Studio album by ...And You Will Know Us by the Trail of Dead
- Released: October 17, 2014
- Recorded: Sonic Ranch
- Genre: Post-hardcore; alternative rock;
- Length: 47:37 (standard edition) 73:07 (deluxe edition)
- Label: Richter Scale Superball Music
- Producer: Chris "Frenchie" Smith

...And You Will Know Us by the Trail of Dead chronology
| Lost Songs (2012) | IX (2014) | X: The Godless Void and Other Stories (2020) |

= IX (...And You Will Know Us by the Trail of Dead album) =

IX is the ninth studio album by the Austin, Texas alternative rock rock band ...And You Will Know Us by the Trail of Dead, released October 17, 2014, on Superball Music.

==Composition==
Jason Reece explained in an interview that the band was going for a record consisting of many instrumental tracks. Several instrumentals were written, but ended up writing songs that "had a more personal lyrical bent", departing from the last album's very aggressive and political lyrics. As for the sound, it was inspired by Slave Ambient and Lost in the Dream, both records by The War on Drugs: "This layered Krautrock kind of vibe. We were thinking of Echo And The Bunnymen, Ocean Rain. These dense and bigger sounding albums. We were kind of into some 80’s music, Psychedelic Furs. Which is funny cause we’re not really a band that’s into the new wave sound, I don’t think we’ve ever made an 80’s sounding record. That’s kind of what we were jamming out to, the early 80’s sounds.

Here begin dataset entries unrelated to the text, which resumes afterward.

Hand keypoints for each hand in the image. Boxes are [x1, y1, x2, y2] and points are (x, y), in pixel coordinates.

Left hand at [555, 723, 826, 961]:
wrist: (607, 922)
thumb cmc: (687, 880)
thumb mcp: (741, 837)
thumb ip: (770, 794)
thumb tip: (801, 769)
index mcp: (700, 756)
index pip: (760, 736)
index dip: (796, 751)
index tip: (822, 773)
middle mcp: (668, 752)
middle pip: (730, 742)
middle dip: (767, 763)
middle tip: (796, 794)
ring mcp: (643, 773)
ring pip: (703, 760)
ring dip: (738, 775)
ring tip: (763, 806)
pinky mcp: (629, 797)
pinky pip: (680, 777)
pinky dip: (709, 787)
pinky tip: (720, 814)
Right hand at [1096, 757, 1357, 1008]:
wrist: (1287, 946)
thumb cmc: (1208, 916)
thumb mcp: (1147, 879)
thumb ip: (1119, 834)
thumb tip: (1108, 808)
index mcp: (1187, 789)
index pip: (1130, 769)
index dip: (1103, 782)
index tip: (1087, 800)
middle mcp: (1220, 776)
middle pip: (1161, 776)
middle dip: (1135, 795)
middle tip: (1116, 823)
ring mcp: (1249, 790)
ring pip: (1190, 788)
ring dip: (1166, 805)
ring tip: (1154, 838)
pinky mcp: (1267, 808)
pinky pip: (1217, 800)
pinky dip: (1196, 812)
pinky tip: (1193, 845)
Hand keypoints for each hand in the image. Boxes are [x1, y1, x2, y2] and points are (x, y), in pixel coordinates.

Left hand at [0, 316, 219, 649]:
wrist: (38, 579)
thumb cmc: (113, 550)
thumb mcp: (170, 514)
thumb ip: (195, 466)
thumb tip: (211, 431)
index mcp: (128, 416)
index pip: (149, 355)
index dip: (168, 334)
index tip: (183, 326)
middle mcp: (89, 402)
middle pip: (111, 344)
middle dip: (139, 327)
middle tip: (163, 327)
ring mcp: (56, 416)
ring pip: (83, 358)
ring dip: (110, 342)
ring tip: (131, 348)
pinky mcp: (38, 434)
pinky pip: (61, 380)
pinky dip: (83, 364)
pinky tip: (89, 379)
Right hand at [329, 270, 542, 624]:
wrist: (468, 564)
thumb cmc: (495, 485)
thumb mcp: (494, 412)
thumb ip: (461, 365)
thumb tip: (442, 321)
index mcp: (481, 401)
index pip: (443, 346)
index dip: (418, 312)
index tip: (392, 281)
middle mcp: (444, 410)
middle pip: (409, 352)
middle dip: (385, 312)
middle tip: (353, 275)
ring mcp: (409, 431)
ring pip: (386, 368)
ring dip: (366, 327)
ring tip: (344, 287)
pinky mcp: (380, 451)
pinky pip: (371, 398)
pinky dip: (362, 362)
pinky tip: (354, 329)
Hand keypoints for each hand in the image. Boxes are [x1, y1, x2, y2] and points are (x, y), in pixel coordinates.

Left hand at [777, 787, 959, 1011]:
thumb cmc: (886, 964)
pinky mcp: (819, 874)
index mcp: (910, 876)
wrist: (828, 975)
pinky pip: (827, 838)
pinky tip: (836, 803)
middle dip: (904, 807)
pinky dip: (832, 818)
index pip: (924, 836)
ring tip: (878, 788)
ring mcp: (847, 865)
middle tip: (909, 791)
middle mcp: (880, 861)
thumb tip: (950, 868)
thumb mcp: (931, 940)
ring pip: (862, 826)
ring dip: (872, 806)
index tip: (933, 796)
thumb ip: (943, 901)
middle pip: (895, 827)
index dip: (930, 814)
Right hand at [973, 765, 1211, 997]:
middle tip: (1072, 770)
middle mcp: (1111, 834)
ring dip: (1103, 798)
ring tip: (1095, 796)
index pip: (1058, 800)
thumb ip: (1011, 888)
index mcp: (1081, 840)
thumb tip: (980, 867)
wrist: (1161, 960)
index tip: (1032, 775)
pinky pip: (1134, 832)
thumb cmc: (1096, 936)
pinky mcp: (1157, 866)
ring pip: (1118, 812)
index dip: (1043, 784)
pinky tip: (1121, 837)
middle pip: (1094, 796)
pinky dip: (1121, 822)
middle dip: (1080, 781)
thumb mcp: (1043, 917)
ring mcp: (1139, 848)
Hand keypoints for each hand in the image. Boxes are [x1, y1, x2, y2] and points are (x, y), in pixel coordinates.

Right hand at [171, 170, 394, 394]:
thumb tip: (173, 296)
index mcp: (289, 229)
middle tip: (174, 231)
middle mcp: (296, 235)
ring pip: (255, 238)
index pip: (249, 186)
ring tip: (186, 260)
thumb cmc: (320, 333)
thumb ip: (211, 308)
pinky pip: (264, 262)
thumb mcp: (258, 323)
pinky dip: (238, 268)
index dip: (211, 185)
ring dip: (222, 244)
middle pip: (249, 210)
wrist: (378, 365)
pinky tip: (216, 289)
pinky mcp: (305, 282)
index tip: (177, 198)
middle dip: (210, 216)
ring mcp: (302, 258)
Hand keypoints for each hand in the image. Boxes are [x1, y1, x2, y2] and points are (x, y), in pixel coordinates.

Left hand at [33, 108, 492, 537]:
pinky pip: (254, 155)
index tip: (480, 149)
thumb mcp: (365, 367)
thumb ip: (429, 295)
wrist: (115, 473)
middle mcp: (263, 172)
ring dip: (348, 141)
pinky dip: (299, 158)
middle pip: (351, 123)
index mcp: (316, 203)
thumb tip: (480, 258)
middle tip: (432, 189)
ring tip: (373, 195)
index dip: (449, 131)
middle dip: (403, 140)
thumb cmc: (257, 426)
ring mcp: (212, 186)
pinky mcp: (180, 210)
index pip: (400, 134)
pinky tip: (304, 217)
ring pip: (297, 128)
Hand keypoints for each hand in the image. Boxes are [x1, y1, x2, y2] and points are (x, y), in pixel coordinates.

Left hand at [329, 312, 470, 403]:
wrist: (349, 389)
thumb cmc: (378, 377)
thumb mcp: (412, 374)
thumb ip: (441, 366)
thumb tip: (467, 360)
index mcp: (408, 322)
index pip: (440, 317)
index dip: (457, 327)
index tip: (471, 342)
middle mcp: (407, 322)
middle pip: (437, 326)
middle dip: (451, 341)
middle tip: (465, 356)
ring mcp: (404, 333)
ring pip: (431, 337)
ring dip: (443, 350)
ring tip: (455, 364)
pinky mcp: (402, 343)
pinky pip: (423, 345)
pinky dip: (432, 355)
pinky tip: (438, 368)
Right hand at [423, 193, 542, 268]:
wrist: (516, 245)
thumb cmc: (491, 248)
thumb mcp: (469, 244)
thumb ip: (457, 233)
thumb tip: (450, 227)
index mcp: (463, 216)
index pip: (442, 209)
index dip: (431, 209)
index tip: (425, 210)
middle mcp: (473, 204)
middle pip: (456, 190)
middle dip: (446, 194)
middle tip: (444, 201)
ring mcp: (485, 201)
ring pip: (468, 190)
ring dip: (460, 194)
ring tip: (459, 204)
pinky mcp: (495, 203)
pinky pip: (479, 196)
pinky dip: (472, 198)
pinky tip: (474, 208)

Going for more of a Peter Gabriel thing, where you don’t use any cymbals, heavy toms and stuff like that were sort of the things we were kind of touching upon."

==Critical reception==

Reviews for IX were mostly positive upon release, with an Metacritic average of 75/100, indicating generally favorable reviews.

A review in Pitchfork stated, While the band may have struggled in the past to reconcile their post-hardcore roots with their art-rock ambitions*,* more often than not, "IX" marks the spot.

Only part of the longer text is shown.